As part of a last-minute clemency push ahead of the Christmas holiday, President Obama on Monday, Dec. 19, granted 78 pardons — the most in his presidency — and another 153 commutations to federal inmates and former offenders who had been locked up and handed unduly harsh prison sentences.
Udin, 73, was one of those individuals.
The former councilman worked as a Freedom Rider in 1960s Mississippi and recalled being beaten up and taunted by white police officers as he tried to register Black voters down South. But there was one criminal charge from Udin’s activist past that he just couldn’t seem to shake: a conviction for carrying a firearm across state lines.

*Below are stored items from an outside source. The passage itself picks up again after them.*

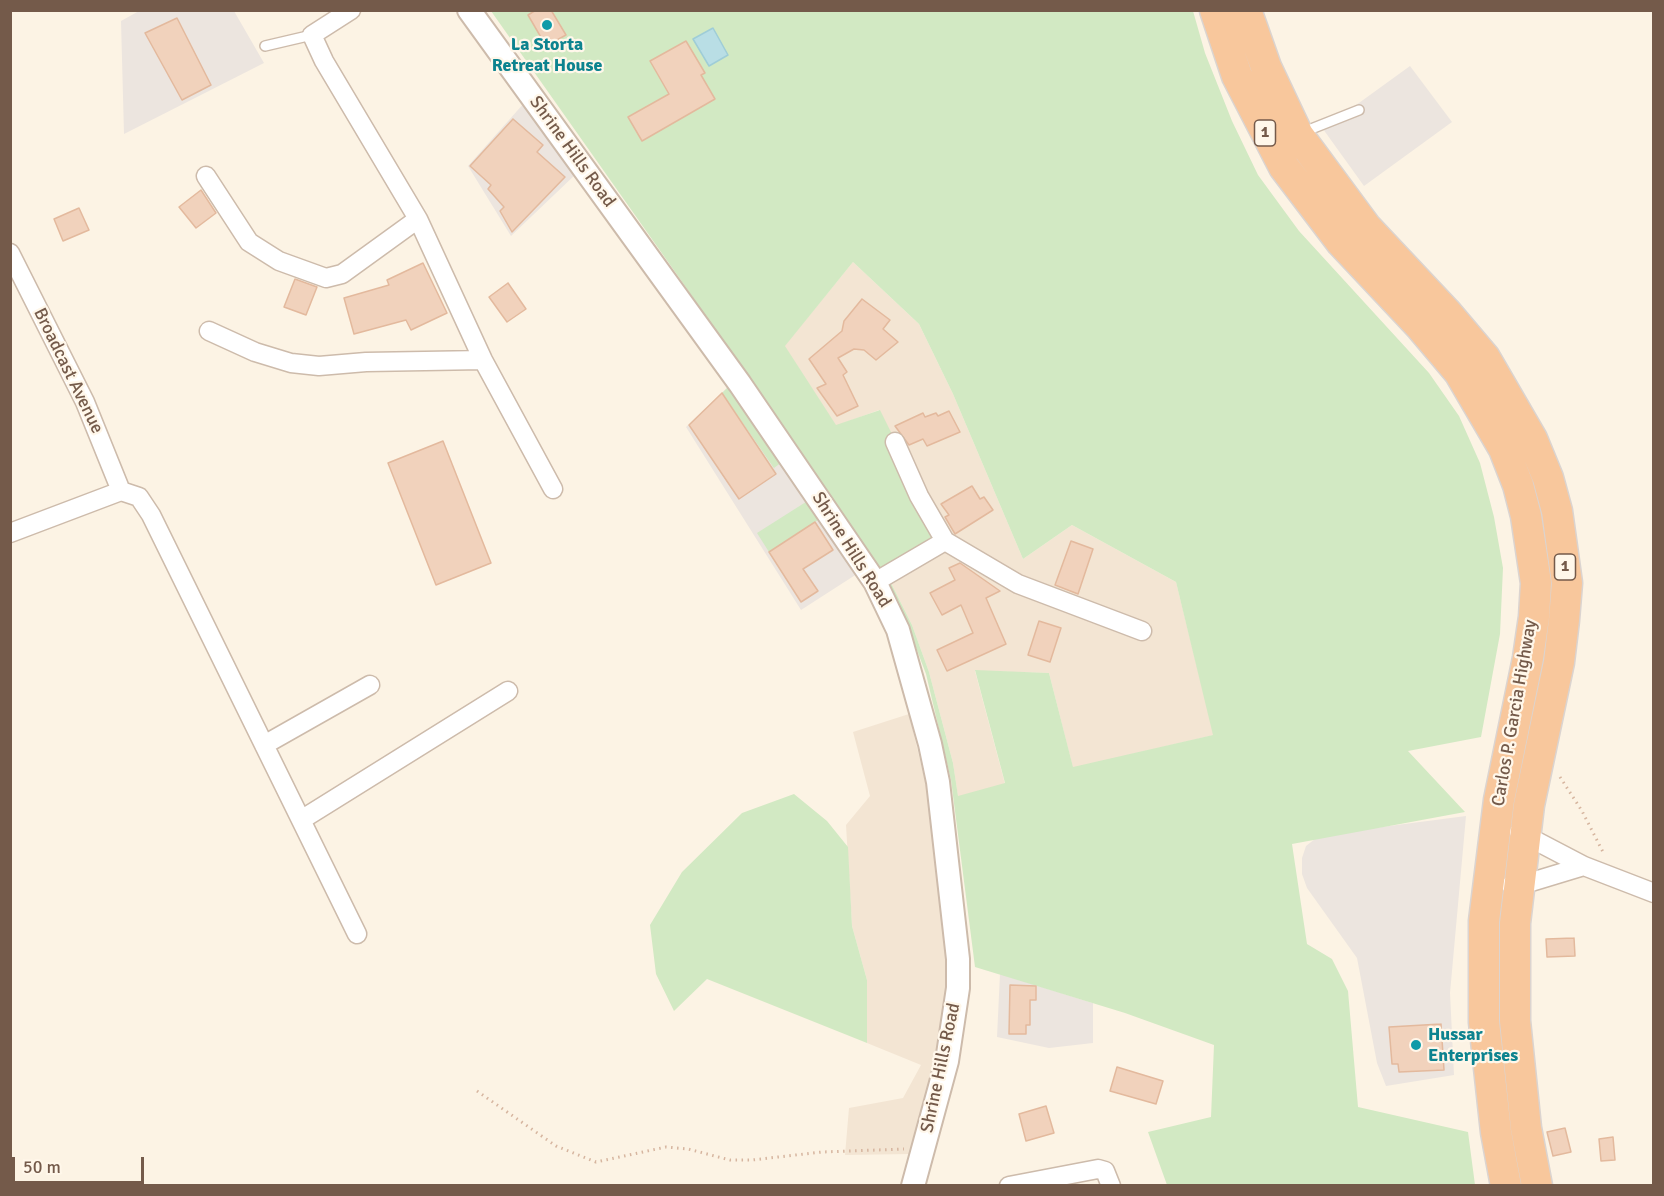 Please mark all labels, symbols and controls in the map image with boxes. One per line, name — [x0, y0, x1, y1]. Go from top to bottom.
marker: La Storta Retreat House — [540, 18, 554, 32]
place label: La Storta Retreat House — [492, 34, 602, 76]
street label: Shrine Hills Road — [524, 92, 620, 212]
road number: 1 — [1254, 120, 1276, 146]
street label: Broadcast Avenue — [28, 305, 108, 437]
street label: Shrine Hills Road — [807, 488, 895, 612]
road number: 1 — [1554, 554, 1576, 580]
street label: Carlos P. Garcia Highway — [1488, 618, 1542, 808]
street label: Shrine Hills Road — [917, 1001, 965, 1135]
place label: Hussar Enterprises — [1428, 1024, 1518, 1066]
marker: Hussar Enterprises — [1409, 1038, 1423, 1052]
scale bar — [15, 1145, 147, 1183]
text: 50 m — [23, 1156, 61, 1178]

The young activist was stopped for speeding one night as he drove fellow protesters home and was subsequently arrested when officers discovered an unloaded shotgun and a jug of moonshine in his vehicle, according to Yahoo News. Udin was charged and convicted in 1972, spending eight long months in jail.
Udin eventually went on to found an African-American culture center and the New Horizons Theater in Pittsburgh and also served three terms on the Pittsburgh City Council (1995-2006), playing a vital role in the creation of the city’s police civilian review board.
Udin has never denied his guilt, but he did provide some context for his actions.
“At that point, although I was previously committed to nonviolence, I concluded that if I was trapped on some lonely, dark road in the South and confronted by Klansmen who threatened to kill me, I would be prepared to defend my life,” Udin wrote four years ago in his pardon petition to the U.S. Justice Department. “I concluded that I would rather be caught by the police with defensive weapons than to be caught by the Klan without them.”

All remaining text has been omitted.